Geekerwan’s Review of the Snapdragon 8 Gen 3 (Xiaomi 14).

leman · Jan 30, 2024

theorist9 said:
Yes, I decide purely based on Stockfish.

Oh no…

leman · Jan 31, 2024

theorist9 said:
Yes, I decide purely based on Stockfish.

Btw, I just realized that not anybody will get the reference. Is this how memes are born?

mr_roboto · Jan 31, 2024

leman said:
Btw, I just realized that not anybody will get the reference. Is this how memes are born?

Nah, I feel that memes have to be broad and understandable, otherwise they don't spread. This is definitely an in-joke; if you weren't one of the relative handful of people reading the right threads in the right subforum of the Other Place, you just aren't gonna get it.

Hell, almost all non chess players (and even lots of casual players) are going to get hung up on "Stockfish". It's not a name that tells you what it is!

Jimmyjames · Feb 1, 2024

Interesting tidbit. Apparently the Adreno 750, which is the Qualcomm 8 gen 3 gpu has peak ALU 5.7 TFLOPS at fp32. That seems high and probably higher than the A17. Utilization must be low given the results we’ve seen

https://Twitter or X not allowed/biovf/status/1752816050435928501

Edit: A17 is just over 2 Tflops. What’s going on here? Are Qualcomm cooking the books, or just unable to feed the gpu enough data, or something else?

dada_dave · Feb 1, 2024

Jimmyjames said:
Interesting tidbit. Apparently the Adreno 750, which is the Qualcomm 8 gen 3 gpu has peak ALU 5.7 TFLOPS at fp32. That seems high and probably higher than the A17. Utilization must be low given the results we’ve seen

https://Twitter or X not allowed/biovf/status/1752816050435928501

Edit: A17 is just over 2 Tflops. What’s going on here? Are Qualcomm cooking the books, or just unable to feed the gpu enough data, or something else?

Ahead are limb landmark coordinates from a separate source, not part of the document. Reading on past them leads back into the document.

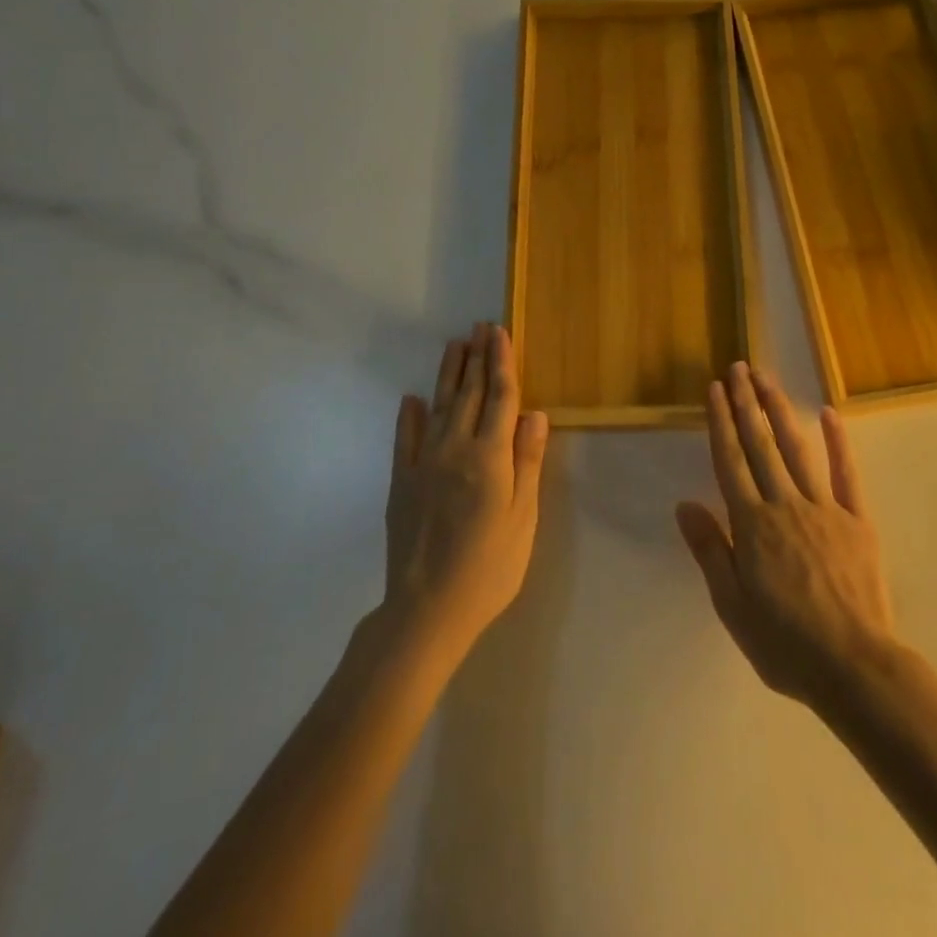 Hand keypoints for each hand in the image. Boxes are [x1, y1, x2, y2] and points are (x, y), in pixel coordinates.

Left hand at [384, 323, 548, 661]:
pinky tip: (410, 399)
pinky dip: (408, 416)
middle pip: (468, 394)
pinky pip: (404, 440)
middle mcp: (455, 449)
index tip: (499, 333)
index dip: (501, 362)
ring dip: (447, 375)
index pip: (500, 397)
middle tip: (479, 327)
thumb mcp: (523, 518)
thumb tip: (535, 414)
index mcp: (490, 457)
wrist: (427, 609)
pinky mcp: (400, 483)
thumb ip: (527, 462)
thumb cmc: (490, 567)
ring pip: (438, 407)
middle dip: (476, 358)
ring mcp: (423, 464)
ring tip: (454, 346)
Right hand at [676, 362, 897, 710]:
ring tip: (767, 379)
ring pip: (797, 448)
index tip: (714, 389)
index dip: (721, 422)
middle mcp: (785, 504)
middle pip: (761, 444)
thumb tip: (685, 504)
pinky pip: (846, 473)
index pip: (731, 461)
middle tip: (738, 368)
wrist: (854, 667)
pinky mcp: (857, 519)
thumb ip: (710, 550)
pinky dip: (837, 441)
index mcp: (752, 524)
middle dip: (746, 403)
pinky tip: (828, 413)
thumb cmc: (784, 642)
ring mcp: (825, 508)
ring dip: (780, 410)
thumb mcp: (732, 605)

I’ve been wondering that myself. @leman ’s dive into its structure seems to fit its performance on real world titles but the FP32 throughput has been measured and it is supposedly quite high so it can’t just be that Qualcomm is prioritizing FP16. Here’s @leman ‘s explanation for the discrepancy in the other thread:

leman said:
Qualcomm optimisation manuals recommend using a "native" version of operations for best performance, and they explicitly state that these "native" operations are suitable for graphics and other tasks where numerical precision is less important. They also explicitly state that Adreno can execute FP16 operations at higher rate than FP32 ones. I also found at least one mention that Adreno dos FP32 math at 24-bit precision in the graphics pipeline.

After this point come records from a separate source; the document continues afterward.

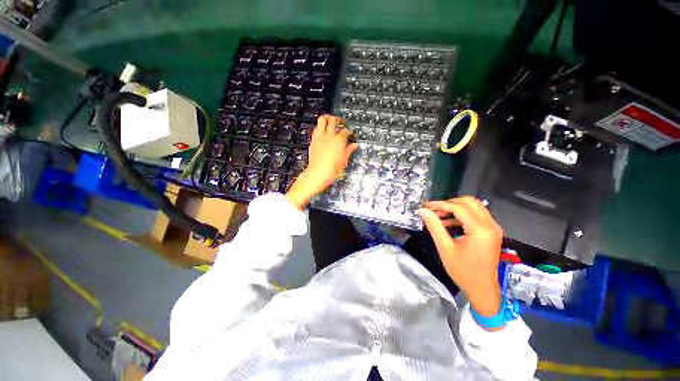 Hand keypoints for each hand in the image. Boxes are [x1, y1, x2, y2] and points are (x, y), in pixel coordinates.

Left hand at [286, 115, 357, 209]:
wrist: (318, 173)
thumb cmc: (333, 169)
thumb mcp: (344, 161)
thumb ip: (349, 151)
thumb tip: (354, 145)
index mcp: (339, 141)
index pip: (345, 131)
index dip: (349, 131)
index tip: (350, 133)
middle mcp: (329, 136)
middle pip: (333, 120)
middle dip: (338, 119)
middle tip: (341, 121)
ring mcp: (320, 137)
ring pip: (322, 120)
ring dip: (327, 118)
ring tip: (330, 121)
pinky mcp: (313, 140)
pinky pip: (316, 129)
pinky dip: (320, 127)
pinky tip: (322, 131)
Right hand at [417, 197, 503, 321]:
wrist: (482, 289)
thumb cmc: (463, 271)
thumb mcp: (445, 248)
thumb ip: (434, 226)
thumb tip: (422, 211)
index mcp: (480, 230)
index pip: (459, 208)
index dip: (440, 204)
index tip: (425, 206)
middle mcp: (490, 225)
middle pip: (469, 202)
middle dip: (449, 203)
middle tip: (433, 210)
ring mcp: (493, 228)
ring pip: (473, 206)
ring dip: (455, 208)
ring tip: (438, 216)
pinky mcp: (491, 231)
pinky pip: (476, 215)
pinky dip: (461, 215)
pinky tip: (448, 222)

The thing is, all these are very valid optimisation techniques if mobile graphics is your focus. And lower ALU precision is not the only possible optimisation. You can ship smaller register files, lower precision texture filters, slower advanced function etc. and your users won't notice any of this because the shader complexity of mobile games is fairly low (no idea whether Qualcomm uses any of these optimisations). So if that's your goal, you can build a fairly fast GPU that's also small and power efficient. But this GPU will suck at general-purpose computing or complex applications. Which is exactly what we see in case of Qualcomm.

It sounds reasonable but programs that purport to measure FP32 throughput should not allow lower precision shenanigans. I dunno something is odd. There are other pipelines like the complex pipelines (sine, log, etc …) that can impact real world performance too …

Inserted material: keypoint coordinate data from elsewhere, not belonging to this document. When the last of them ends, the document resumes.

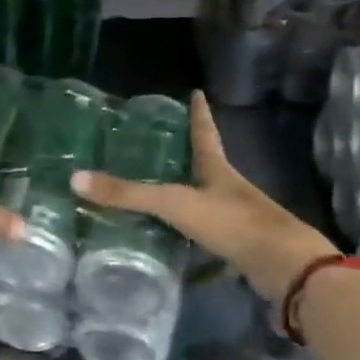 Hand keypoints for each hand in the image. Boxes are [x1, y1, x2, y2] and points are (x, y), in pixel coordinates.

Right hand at [72, 91, 338, 303]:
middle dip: (188, 154)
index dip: (198, 113)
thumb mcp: (175, 204)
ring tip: (159, 194)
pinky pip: (209, 236)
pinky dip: (191, 238)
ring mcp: (237, 218)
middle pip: (206, 165)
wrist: (284, 266)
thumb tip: (75, 179)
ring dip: (188, 196)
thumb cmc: (232, 222)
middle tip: (162, 144)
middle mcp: (229, 188)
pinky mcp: (239, 247)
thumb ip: (129, 195)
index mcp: (217, 169)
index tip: (196, 92)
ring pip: (207, 201)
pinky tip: (175, 247)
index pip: (204, 132)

In terms of feeding the GPU, if my memory serves, they’re using more advanced memory than the iPhone and other benchmarks show them climbing on the iPhone with greater resolution. I believe they likely have better bandwidth than the iPhone.

In the comments on the video the video author said that at least some of Genshin’s impact performance issues may be due to low quality initial drivers. The iPhone 15 suffered from thermal issues at launch that Apple eventually got under control, its possible future updates may improve Qualcomm’s performance. Obviously that’s unknown. There were also questions over exactly what resolution the game was being rendered at. Everyone agreed that the iPhone was being rendered at 740p, but some defensive fan boys claimed that the Adreno was rendering in the 800s. This was shot down in the comments by the author saying the standard tools were misreporting and it was actually rendering at 720p on the Adreno. I would assume he knows what he’s doing. Finally Genshin impact may be better optimized for iOS than Android.

Bottom line: these Qualcomm GPUs are really fucking confusing. I hope we get more detailed information from the Orion SOC launch with more comprehensive benchmarks and maybe architectural details so that we get an answer to some of these questions.

Yoused · Feb 1, 2024

dada_dave said:
It sounds reasonable but programs that purport to measure FP32 throughput should not allow lower precision shenanigans.

leman says FP32 is done at 24-bit precision: how is that surprising? FP32 has a 23+1 mantissa, so 24-bit precision is mostly what one would expect. At most, I would not expect FP32 calculations to exceed 27-bit precision, with a few low-order bits tacked on, but it would be barely observable.

dada_dave · Feb 1, 2024

Yoused said:
leman says FP32 is done at 24-bit precision: how is that surprising? FP32 has a 23+1 mantissa, so 24-bit precision is mostly what one would expect. At most, I would not expect FP32 calculations to exceed 27-bit precision, with a few low-order bits tacked on, but it would be barely observable.

I assumed he meant 24-bit including the exponent - sort of an automatic fast math - otherwise that would indeed be unremarkable.

leman · Feb 1, 2024

I really don’t see 5.7TFLOPs FP32 on 750 happening, at least not in any way that’s meaningful. First, that number alone is ridiculously high. It would require 2048 FP32 pipelines running at 1.4GHz to get to that number. Are they claiming that 8gen3 has a GPU as an RX 7600? I mean, sure, if they use very wide SIMD and sacrifice precision, they could get there, but the shader utilization in real world work would be terrible. Look at GB compute results, they have difficulty competing with older Apple designs, does it look like a 5+ TFLOPs GPU to you?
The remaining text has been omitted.